:: DESCRIPTION OF THE TASK ::
Without any images, write the listing below out word for word.

:: RECORDS PROVIDED ::
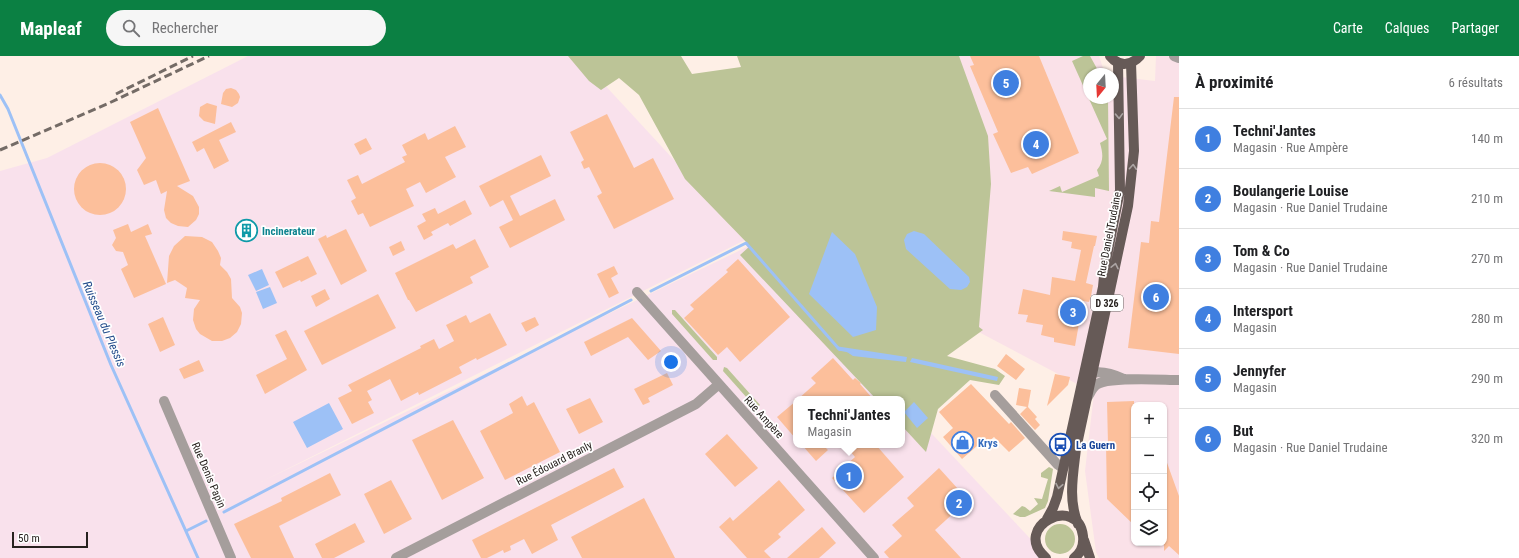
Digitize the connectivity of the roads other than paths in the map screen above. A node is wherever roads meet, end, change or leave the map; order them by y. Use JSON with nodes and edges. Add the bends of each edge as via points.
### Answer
{"nodes":[{"id":1,"x":1140,"y":56,"type":"edge"},
{"id":2,"x":1174,"y":56,"type":"edge"},
{"id":3,"x":1179,"y":58,"type":"edge"},
{"id":4,"x":1114,"y":60,"type":"edge"},
{"id":5,"x":1131,"y":63,"type":"junction"},
{"id":6,"x":637,"y":292,"type":"dead end"},
{"id":7,"x":1092,"y":373,"type":"junction"},
{"id":8,"x":1082,"y":379,"type":"junction"},
{"id":9,"x":1124,"y":379,"type":"junction"},
{"id":10,"x":1179,"y":380,"type":"edge"},
{"id":11,"x":718,"y":385,"type":"junction"},
{"id":12,"x":995,"y":395,"type":"dead end"},
{"id":13,"x":1086,"y":400,"type":"junction"},
{"id":14,"x":164,"y":402,"type":"dead end"},
{"id":15,"x":1062,"y":468,"type":"junction"},
{"id":16,"x":1047,"y":519,"type":"junction"},
{"id":17,"x":1078,"y":524,"type":"junction"},
{"id":18,"x":1084,"y":540,"type":"junction"},
{"id":19,"x":1037,"y":544,"type":"junction"},
{"id":20,"x":231,"y":558,"type":"edge"},
{"id":21,"x":396,"y":558,"type":"edge"},
{"id":22,"x":874,"y":558,"type":"edge"},
{"id":23,"x":1034,"y":558,"type":"edge"},
{"id":24,"x":1046,"y":558,"type":"edge"},
{"id":25,"x":1074,"y":558,"type":"edge"},
{"id":26,"x":1090,"y":558,"type":"edge"}],
"edges":[{"from":1,"to":5,"type":"main road"},
{"from":2,"to":3,"type":"street"},
{"from":4,"to":5,"type":"main road","via":[[1122,64]]},
{"from":4,"to":8,"type":"main road","number":"D 326","one_way":true,"via":[[1120,190],[1103,287]]},
{"from":7,"to":5,"type":"main road","name":"Rue Daniel Trudaine","number":"D 326","one_way":true,"via":[[1128,206],[1132,175],[1134,151]]},
{"from":6,"to":11,"type":"street","name":"Rue Ampère"},
{"from":7,"to":8,"type":"street"},
{"from":7,"to":9,"type":"street","via":[[1107,372]]},
{"from":7,"to":13,"type":"main road","name":"Rue Daniel Trudaine","number":"D 326"},
{"from":8,"to":15,"type":"main road","number":"D 326"},
{"from":9,"to":10,"type":"street"},
{"from":9,"to":13,"type":"street","via":[[1097,384]]},
{"from":11,"to":21,"type":"street","name":"Rue Édouard Branly","via":[[696,404]]},
{"from":11,"to":22,"type":"street","name":"Rue Ampère"},
{"from":12,"to":15,"type":"street"},
{"from":13,"to":17,"type":"main road","name":"Rue Daniel Trudaine","number":"D 326","via":[[1071,490],[1074,515]]},
{"from":14,"to":20,"type":"street","name":"Rue Denis Papin"},
{"from":15,"to":16,"type":"main road","number":"D 326","one_way":true,"via":[[1057,497]]},
{"from":16,"to":17,"type":"main road","via":[[1064,516]]},
{"from":16,"to":19,"type":"main road","via":[[1039,527]]},
{"from":17,"to":18,"type":"main road","name":"Rue Daniel Trudaine"},
{"from":18,"to":25,"type":"main road","via":[[1080,552]]},
{"from":18,"to":26,"type":"main road","name":"Rue Daniel Trudaine"},
{"from":19,"to":23,"type":"main road"},
{"from":19,"to":24,"type":"main road"}]}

:: RESULT FOR THIS EXERCISE ::
Digitize the connectivity of the roads other than paths in the map screen above. A node is wherever roads meet, end, change or leave the map; order them by y. Use JSON with nodes and edges. Add the bends of each edge as via points.
### Answer
{"nodes":[{"id":1,"x":1140,"y":56,"type":"edge"},
{"id":2,"x":1174,"y":56,"type":"edge"},
{"id":3,"x":1179,"y":58,"type":"edge"},
{"id":4,"x":1114,"y":60,"type":"edge"},
{"id":5,"x":1131,"y":63,"type":"junction"},
{"id":6,"x":637,"y":292,"type":"dead end"},
{"id":7,"x":1092,"y":373,"type":"junction"},
{"id":8,"x":1082,"y":379,"type":"junction"},
{"id":9,"x":1124,"y":379,"type":"junction"},
{"id":10,"x":1179,"y":380,"type":"edge"},
{"id":11,"x":718,"y":385,"type":"junction"},
{"id":12,"x":995,"y":395,"type":"dead end"},
{"id":13,"x":1086,"y":400,"type":"junction"},
{"id":14,"x":164,"y":402,"type":"dead end"},
{"id":15,"x":1062,"y":468,"type":"junction"},
{"id":16,"x":1047,"y":519,"type":"junction"},
{"id":17,"x":1078,"y":524,"type":"junction"},
{"id":18,"x":1084,"y":540,"type":"junction"},
{"id":19,"x":1037,"y":544,"type":"junction"},
{"id":20,"x":231,"y":558,"type":"edge"},
{"id":21,"x":396,"y":558,"type":"edge"},
{"id":22,"x":874,"y":558,"type":"edge"},
{"id":23,"x":1034,"y":558,"type":"edge"},
{"id":24,"x":1046,"y":558,"type":"edge"},
{"id":25,"x":1074,"y":558,"type":"edge"},
{"id":26,"x":1090,"y":558,"type":"edge"}],
"edges":[{"from":1,"to":5,"type":"main road"},
{"from":2,"to":3,"type":"street"},
{"from":4,"to":5,"type":"main road","via":[[1122,64]]},
{"from":4,"to":8,"type":"main road","number":"D 326","one_way":true,"via":[[1120,190],[1103,287]]},
{"from":7,"to":5,"type":"main road","name":"Rue Daniel Trudaine","number":"D 326","one_way":true,"via":[[1128,206],[1132,175],[1134,151]]},
{"from":6,"to":11,"type":"street","name":"Rue Ampère"},
{"from":7,"to":8,"type":"street"},
{"from":7,"to":9,"type":"street","via":[[1107,372]]},
{"from":7,"to":13,"type":"main road","name":"Rue Daniel Trudaine","number":"D 326"},
{"from":8,"to":15,"type":"main road","number":"D 326"},
{"from":9,"to":10,"type":"street"},
{"from":9,"to":13,"type":"street","via":[[1097,384]]},
{"from":11,"to":21,"type":"street","name":"Rue Édouard Branly","via":[[696,404]]},
{"from":11,"to":22,"type":"street","name":"Rue Ampère"},
{"from":12,"to":15,"type":"street"},
{"from":13,"to":17,"type":"main road","name":"Rue Daniel Trudaine","number":"D 326","via":[[1071,490],[1074,515]]},
{"from":14,"to":20,"type":"street","name":"Rue Denis Papin"},
{"from":15,"to":16,"type":"main road","number":"D 326","one_way":true,"via":[[1057,497]]},
{"from":16,"to":17,"type":"main road","via":[[1064,516]]},
{"from":16,"to":19,"type":"main road","via":[[1039,527]]},
{"from":17,"to":18,"type":"main road","name":"Rue Daniel Trudaine"},
{"from":18,"to":25,"type":"main road","via":[[1080,552]]},
{"from":18,"to":26,"type":"main road","name":"Rue Daniel Trudaine"},
{"from":19,"to":23,"type":"main road"},
{"from":19,"to":24,"type":"main road"}]}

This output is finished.